* Activity:
Any picture in the listing is left out of the copy; all else is duplicated exactly.

* Task material:
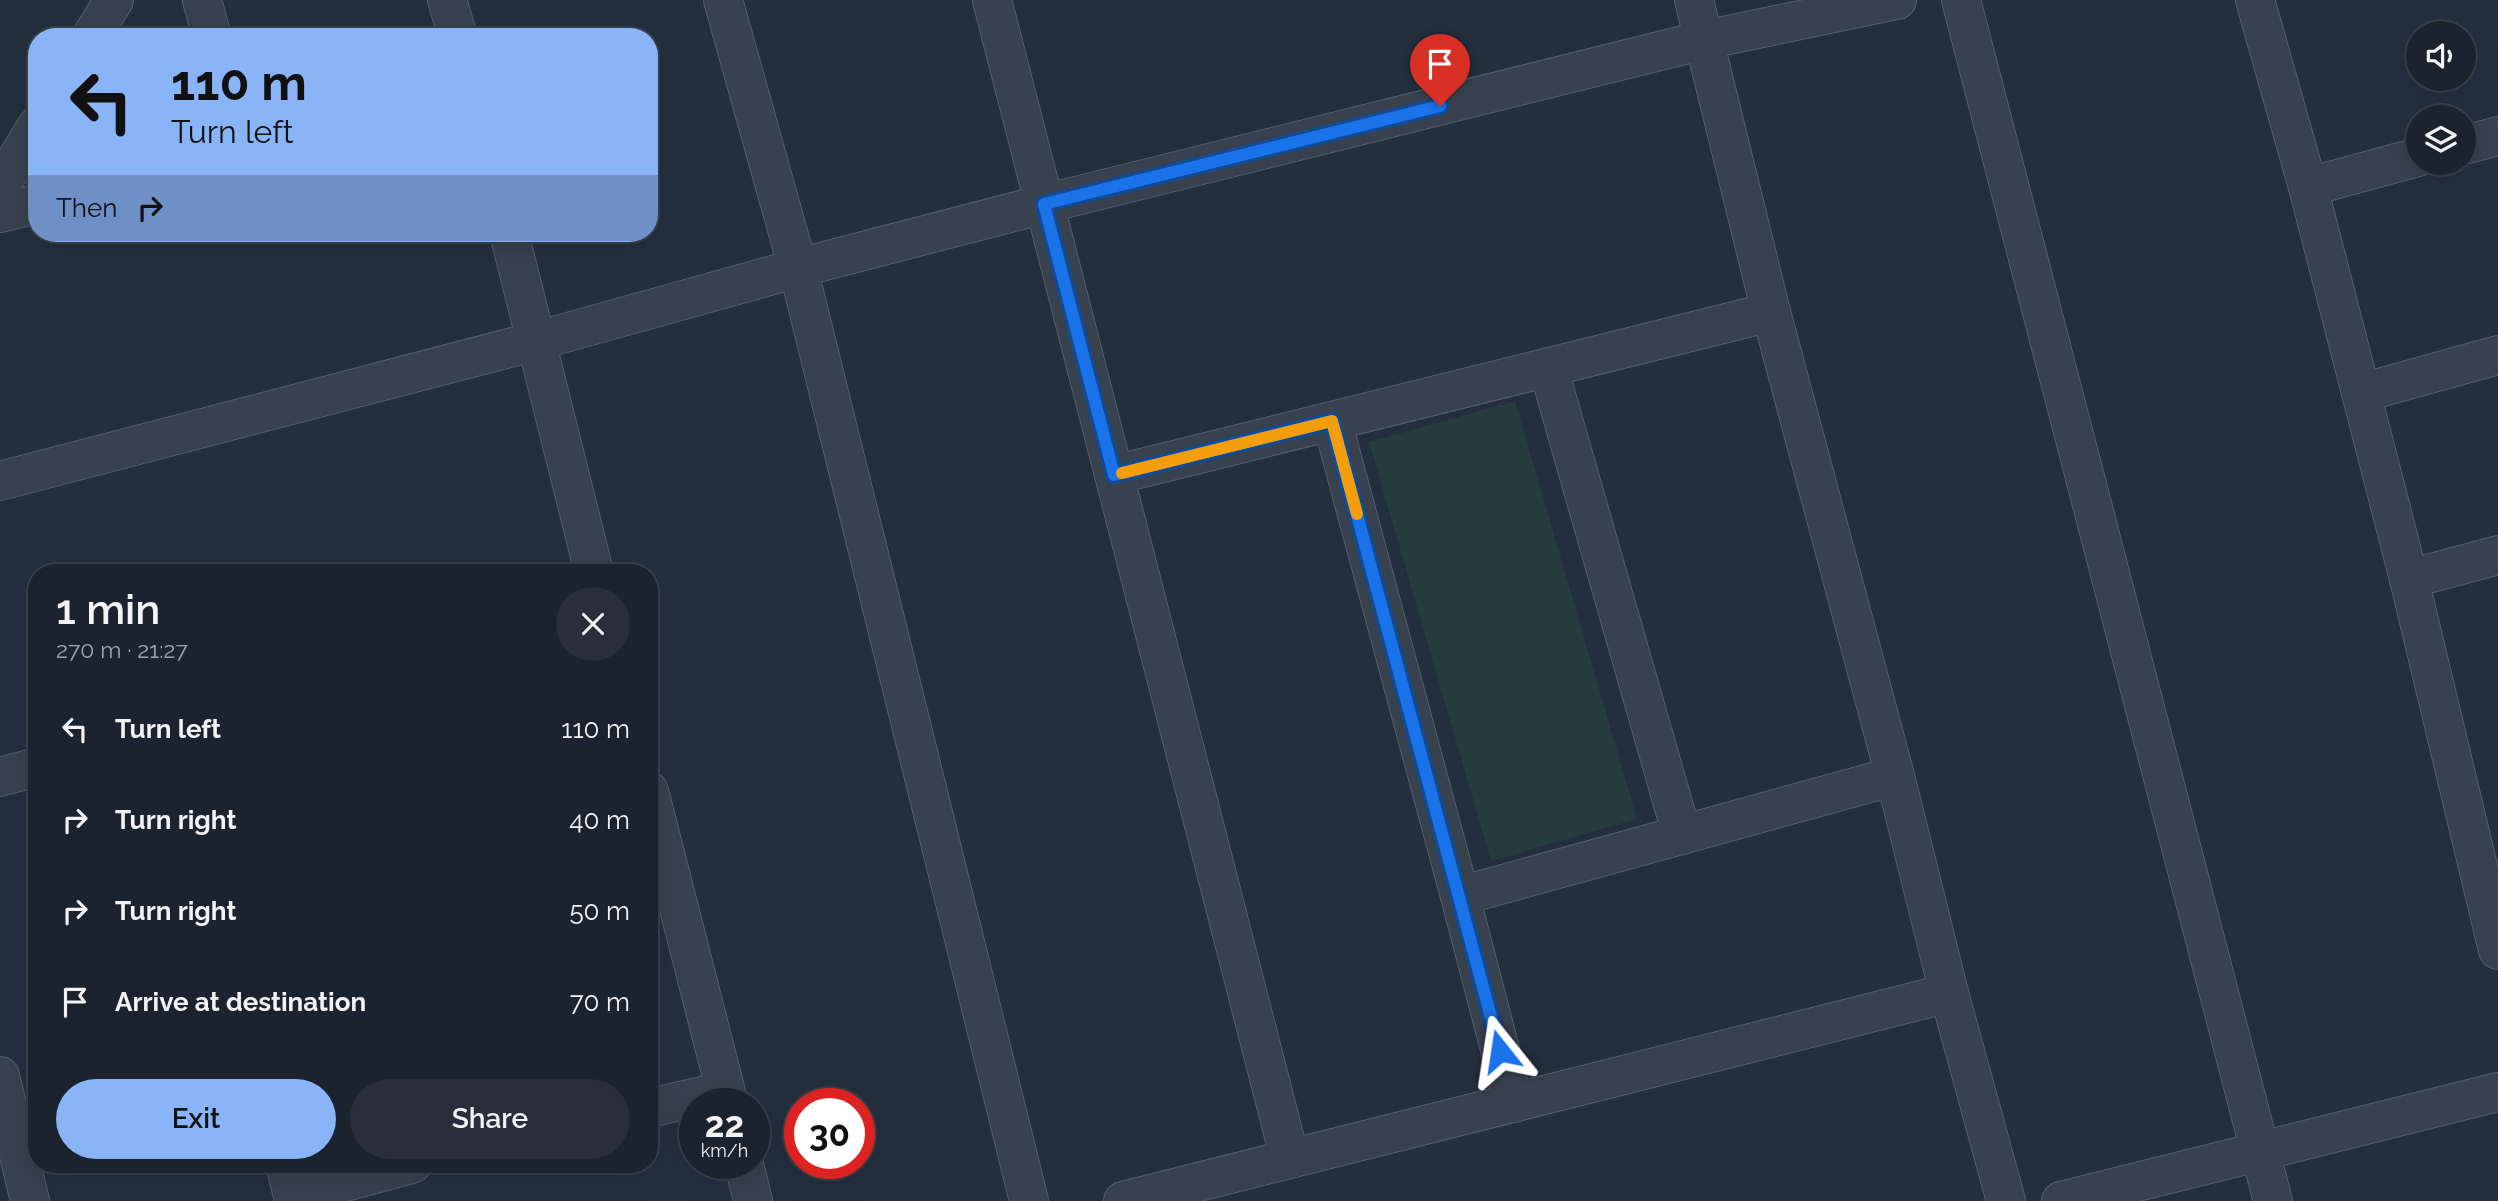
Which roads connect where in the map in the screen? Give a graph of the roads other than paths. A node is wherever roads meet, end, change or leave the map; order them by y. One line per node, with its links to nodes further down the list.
1 (114, 0): 10 (street)
2 (202, 0): 11 (street)
3 (447, 0): 12 (street)
4 (723, 0): 24 (street)
5 (992, 0): 20 (street)
6 (1694, 0): 13 (street)
7 (1897, 0): 13 (street)
8 (1961, 0): 50 (street)
9 (2255, 0): 19 (street)
10 (97, 28)
11 (210, 28)
12 (455, 28)
13 (1704, 40): 20 (street); 25 (street)
14 (2498, 136): 16 (street)
15 (28, 141): 18 (street)
16 (2476, 142)
17 (2406, 161): 19 (street)
18 (0, 186)
19 (2308, 187): 29 (street)
20 (1044, 204): 24 (street); 31 (street)
21 (28, 206): 22 (street)
22 (0, 213)
23 (511, 242): 26 (street)
24 (798, 268): 26 (street); 57 (street)
25 (1771, 312): 28 (street); 37 (street)
26 (536, 341): 32 (street); 34 (street)
27 (2498, 355): 29 (street)
28 (1548, 367): 30 (street); 40 (street)
29 (2361, 393): 35 (street)
30 (1332, 421): 31 (street); 41 (street)
31 (1114, 475): 51 (street)
32 (0, 481)
33 (2498, 555): 35 (street)
34 (592, 564)
35 (2410, 579): 42 (street)
36 (28, 769): 38 (street)
37 (1895, 776): 40 (street); 43 (street)
38 (0, 777)
39 (658, 826): 45 (street)
40 (1682, 835): 41 (street)
41 (1460, 896): 47 (street)
42 (2498, 950)
43 (1949, 993): 47 (street); 59 (street)
44 (0, 1076): 55 (street)
45 (724, 1088)
46 (2498, 1091): 50 (street)
47 (1514, 1102): 51 (street)
48 (679, 1104): 49 (street)
49 (658, 1107)
50 (2260, 1150): 60 (street); 61 (street)
51 (1290, 1159): 58 (street)
52 (365, 1173): 54 (street)
53 (748, 1179): 56 (street)
54 (291, 1187)
55 (30, 1201)
56 (753, 1201)
57 (1029, 1201)
58 (1123, 1201)
59 (2006, 1201)
60 (2061, 1201)
61 (2273, 1201)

* Result of this task:
Which roads connect where in the map in the screen? Give a graph of the roads other than paths. A node is wherever roads meet, end, change or leave the map; order them by y. One line per node, with its links to nodes further down the list.
1 (114, 0): 10 (street)
2 (202, 0): 11 (street)
3 (447, 0): 12 (street)
4 (723, 0): 24 (street)
5 (992, 0): 20 (street)
6 (1694, 0): 13 (street)
7 (1897, 0): 13 (street)
8 (1961, 0): 50 (street)
9 (2255, 0): 19 (street)
10 (97, 28)
11 (210, 28)
12 (455, 28)
13 (1704, 40): 20 (street); 25 (street)
14 (2498, 136): 16 (street)
15 (28, 141): 18 (street)
16 (2476, 142)
17 (2406, 161): 19 (street)
18 (0, 186)
19 (2308, 187): 29 (street)
20 (1044, 204): 24 (street); 31 (street)
21 (28, 206): 22 (street)
22 (0, 213)
23 (511, 242): 26 (street)
24 (798, 268): 26 (street); 57 (street)
25 (1771, 312): 28 (street); 37 (street)
26 (536, 341): 32 (street); 34 (street)
27 (2498, 355): 29 (street)
28 (1548, 367): 30 (street); 40 (street)
29 (2361, 393): 35 (street)
30 (1332, 421): 31 (street); 41 (street)
31 (1114, 475): 51 (street)
32 (0, 481)
33 (2498, 555): 35 (street)
34 (592, 564)
35 (2410, 579): 42 (street)
36 (28, 769): 38 (street)
37 (1895, 776): 40 (street); 43 (street)
38 (0, 777)
39 (658, 826): 45 (street)
40 (1682, 835): 41 (street)
41 (1460, 896): 47 (street)
42 (2498, 950)
43 (1949, 993): 47 (street); 59 (street)
44 (0, 1076): 55 (street)
45 (724, 1088)
46 (2498, 1091): 50 (street)
47 (1514, 1102): 51 (street)
48 (679, 1104): 49 (street)
49 (658, 1107)
50 (2260, 1150): 60 (street); 61 (street)
51 (1290, 1159): 58 (street)
52 (365, 1173): 54 (street)
53 (748, 1179): 56 (street)
54 (291, 1187)
55 (30, 1201)
56 (753, 1201)
57 (1029, 1201)
58 (1123, 1201)
59 (2006, 1201)
60 (2061, 1201)
61 (2273, 1201)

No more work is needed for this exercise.